This is the third and last article in a series on this subject. The previous two are:
Ask any adamant pro-choicer what they think of a woman who seeks an abortion solely because she has a female fetus, and you will most likely get a look of horror and revulsion. Queried why, they would point out the obvious chauvinistic and discriminatory aspects, and might even claim that the resulting shortage of females in the population would be harmful and destabilizing.
Some countries have laws prohibiting gender selection abortion, (GSA) although they are largely ignored in China and India, where the practice is common. The US has no law specifically prohibiting GSA, but the practice is rare in this country, confined to some small ethnic groups.
Enforcement of anti-GSA laws is difficult. If a woman seeks an otherwise-legal abortion, how can authorities determine her private reason(s)? Some countries have circumvented this problem by prohibiting fetal gender tests, but these laws are also difficult to enforce and are often ignored.
Other methods of fetal gender selection have been developed such as IVF with Microsort or PGD, and the Shettles or Ericsson Albumin Methods. These methods are widely advertised on the Internet, without any apparent moral outrage, but they are obviously just as chauvinistic and discriminatory, and potentially as harmful and destabilizing as GSA. The end result of both is exactly the same…suppression of female births.
What’s going on here? People who have no problem with early-term abortion and apparently are not opposed to other gender-selection methods go ballistic when the two are combined.
Let me be clear here: I am not condoning the practice of GSA. I think it is deplorable. Many people think the use of legal drugs like nicotine or alcohol is deplorable. But government actions to discourage use of them is limited to warning signs and labels, and they remain legal as long as their use does not threaten other people.
Let’s examine the charges of chauvinism and discrimination. I have known some real chauvinists in my life. You know, the guys who think women should be pregnant in the summer and barefoot in the winter. Who think women should limit their intellectual activity to meal planning and laundry. Rush Limbaugh, calls women’s rights advocates “feminazis.” That’s chauvinistic…but not illegal.

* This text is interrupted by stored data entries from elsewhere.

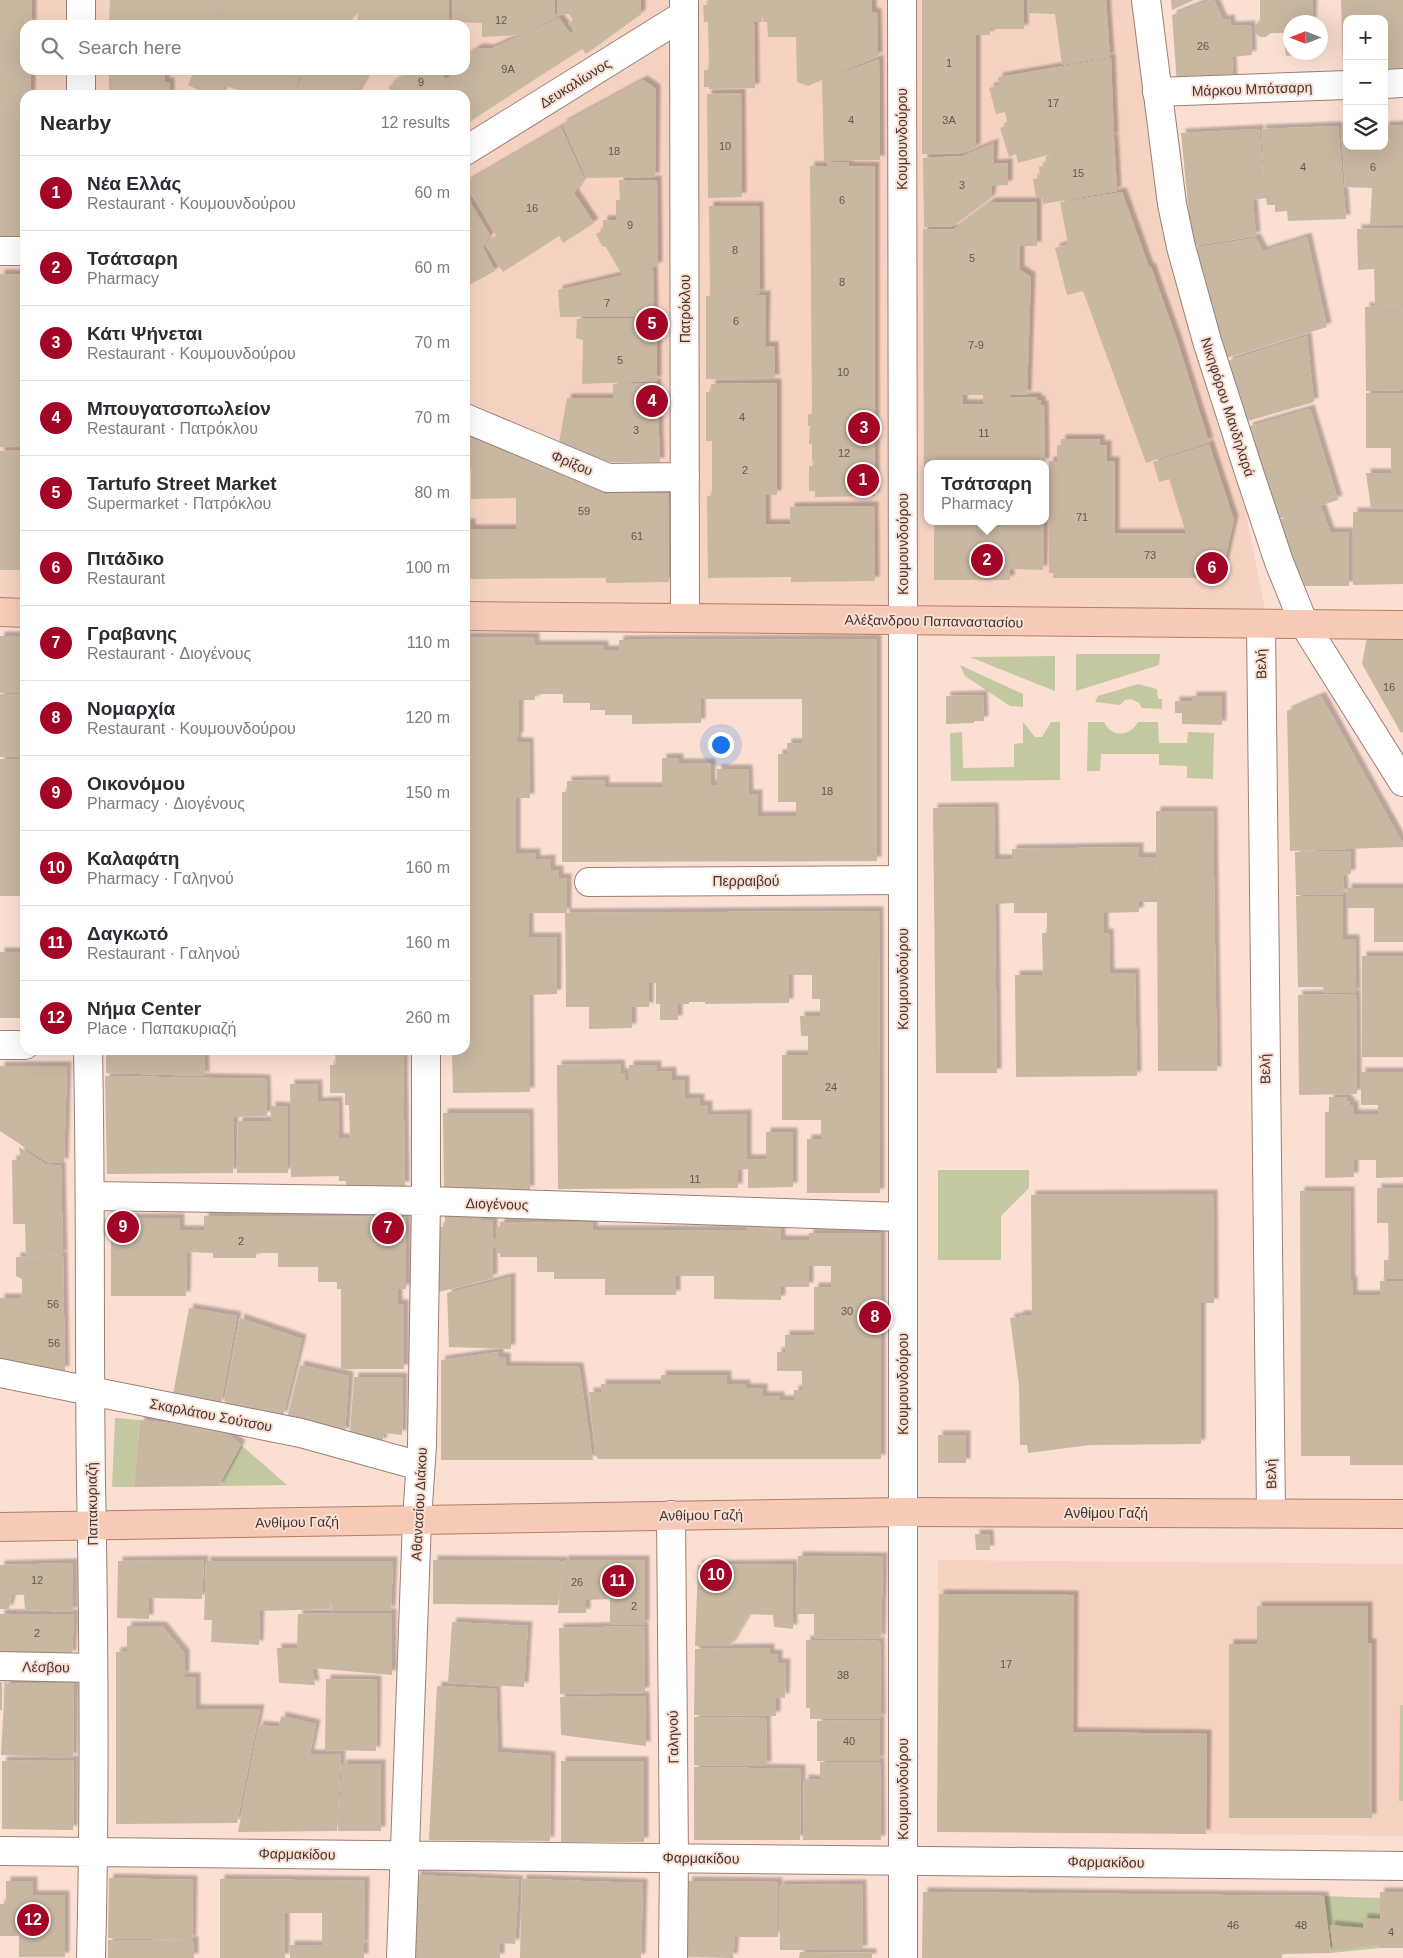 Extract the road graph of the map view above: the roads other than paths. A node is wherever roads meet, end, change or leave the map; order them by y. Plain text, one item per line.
1 (81, 0) edge
2 (902, 0) edge
3 (1146, 0) edge
4 (684, 8) edge
5 (81, 20) edge
6 (81, 75) edge
7 (1403, 83) edge
8 (1388, 84) edge
9 (1343, 85) edge
10 (81, 90) edge
11 (1157, 92) junction
12 (470, 148) edge
13 (0, 251) edge
14 (20, 251) edge
15 (470, 420) edge
16 (685, 477) junction
17 (0, 612) edge
18 (20, 612) edge
19 (470, 616) edge
20 (685, 618) junction
21 (903, 620) junction
22 (1261, 624) junction
23 (1304, 624) junction
24 (1403, 625) edge
25 (1403, 782) edge
26 (903, 880) junction
27 (589, 882) dead end
28 (0, 1045) edge
29 (20, 1045) edge
30 (88, 1055) edge
31 (426, 1055) edge
32 (91, 1196) junction
33 (426, 1202) junction
34 (903, 1216) junction
35 (0, 1373) edge
36 (91, 1392) junction
37 (420, 1466) junction
38 (903, 1512) junction
39 (1271, 1513) junction
40 (1403, 1514) edge
41 (671, 1515) junction
42 (417, 1520) junction
43 (93, 1525) junction
44 (0, 1527) edge
45 (0, 1666) edge
46 (93, 1668) junction
47 (0, 1851) edge
48 (94, 1852) junction
49 (405, 1855) junction
50 (674, 1858) junction
51 (903, 1860) junction
52 (1403, 1866) edge
53 (91, 1958) edge
54 (401, 1958) edge
55 (673, 1958) edge
56 (903, 1958) edge

1 - 5 street
2 - 21 street, Κουμουνδούρου
3 - 11 street, Νικηφόρου Μανδηλαρά
4 - 12 street, Δευκαλίωνος
4 - 16 street, Πατρόκλου
6 - 10 street
7 - 8 street
9 - 11 street, Μάρκου Μπότσαρη
11 - 23 street, Νικηφόρου Μανδηλαρά
13 - 14 street
15 - 16 street, Φρίξου
16 - 20 street, Πατρόκλου
17 - 18 main road
19 - 20 main road, Αλέξανδρου Παπαναστασίου
20 - 21 main road, Αλέξανδρου Παπαναστασίου
21 - 22 main road, Αλέξανδρου Παπαναστασίου
21 - 26 street, Κουμουνδούρου
22 - 23 main road, Αλέξανδρου Παπαναστασίου
22 - 39 street, Βελή
23 - 24 main road, Αλέξανδρου Παπαναστασίου
23 - 25 street, Νικηφόρου Μανδηλαρά
26 - 27 street, Περραιβού
26 - 34 street, Κουμουνδούρου
28 - 29 street
30 - 32 street, Παπακυριαζή
31 - 33 street, Αθανασίου Διάκου
32 - 33 street, Διογένους
32 - 36 street, Παπακυριαζή
33 - 34 street, Διογένους
33 - 37 street, Αθανασίου Διάκου
34 - 38 street, Κουμουνδούρου
35 - 36 street, Σκαρλάτου Σούτσου
36 - 37 street, Σκαρλάτου Σούτσου
36 - 43 street, Παπακυριαζή
37 - 42 street, Αθανασίου Διάκου
38 - 39 main road, Ανθίμου Γαζή
38 - 41 main road, Ανθίμου Γαζή
38 - 51 street, Κουμουνδούρου
39 - 40 main road, Ανθίμου Γαζή
41 - 42 main road, Ανθίμου Γαζή
41 - 50 street, Γαληνού
42 - 43 main road, Ανθίμου Γαζή
42 - 49 street, Αθανασίου Διάκου
43 - 44 main road, Ανθίμου Γαζή
43 - 46 street, Παπακυριαζή
45 - 46 street, Λέσβου
46 - 48 street, Παπακυριαζή
47 - 48 street, Φαρμακίδου
48 - 49 street, Φαρμακίδου
48 - 53 street, Παπακυριαζή
49 - 50 street, Φαρμακίδου
49 - 54 street, Αθανασίου Διάκου
50 - 51 street, Φαρμακίδου
50 - 55 street, Γαληνού
51 - 52 street, Φαρμακίδου
51 - 56 street, Κουμουνδούρου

There are various laws prohibiting discrimination in public venues like the workplace, or businesses open to the public. But an individual is free to discriminate in his private life…in his choice of friends, spouse, and the businesses he patronizes. It is not against the law to be a private bigot. If it were, some sections of the country would have to build a lot more jails.
Most people deplore chauvinists and bigots, but there is no outcry to make such private behavior illegal. So why are people outraged at the idea of GSA? Any discussion of abortion is charged with emotion and fervent beliefs, both pro and con. In fact, it is impossible to discuss GSA without considering the larger subject of abortions in general. Could it be that even pro-choice people feel (perhaps only subconsciously) that the “rights” of the aborted fetus are violated by GSA? Legalized abortion, by definition, denies that the early-term fetus has any human rights, so such thinking is illogical, but emotions sometimes override logic in even the most rational people, especially on the issue of abortion.
Finally, let’s tackle the last point…that gender imbalance in a population is damaging and destabilizing. This view is widely held, although studies of the situation in China suggest that such fears are exaggerated there. Some areas in India and China have the highest gender imbalance ratios on the planet. Gender imbalance is not a new problem in these countries, and the preference for male children is deeply ingrained in the culture of India in particular. Girl babies are considered a financial liability, while boys are considered an asset. Both the Chinese and Indian governments are concerned about the growing imbalance, and are taking actions to discourage GSA, using both laws and positive inducements to promote a more balanced gender ratio at birth. The laws have proved largely ineffective. People have found various ways around them. Even when girls are born, they are often subject to neglect, and even infanticide.
There are some signs of progress. In addition to cash incentives, even more encouraging is the emergence of grassroots organizations in small communities that organize pledges by their members to promote the births of girls, saying that the practice of suppressing female births is shameful and primitive. This seems like the best solution to the problem. The culture that promotes this unsavory practice must be dismantled. Passing the most draconian laws will ultimately be futile if the people refuse to obey them. No government can force such a thing on its citizens. They must be convinced that it is the right thing to do.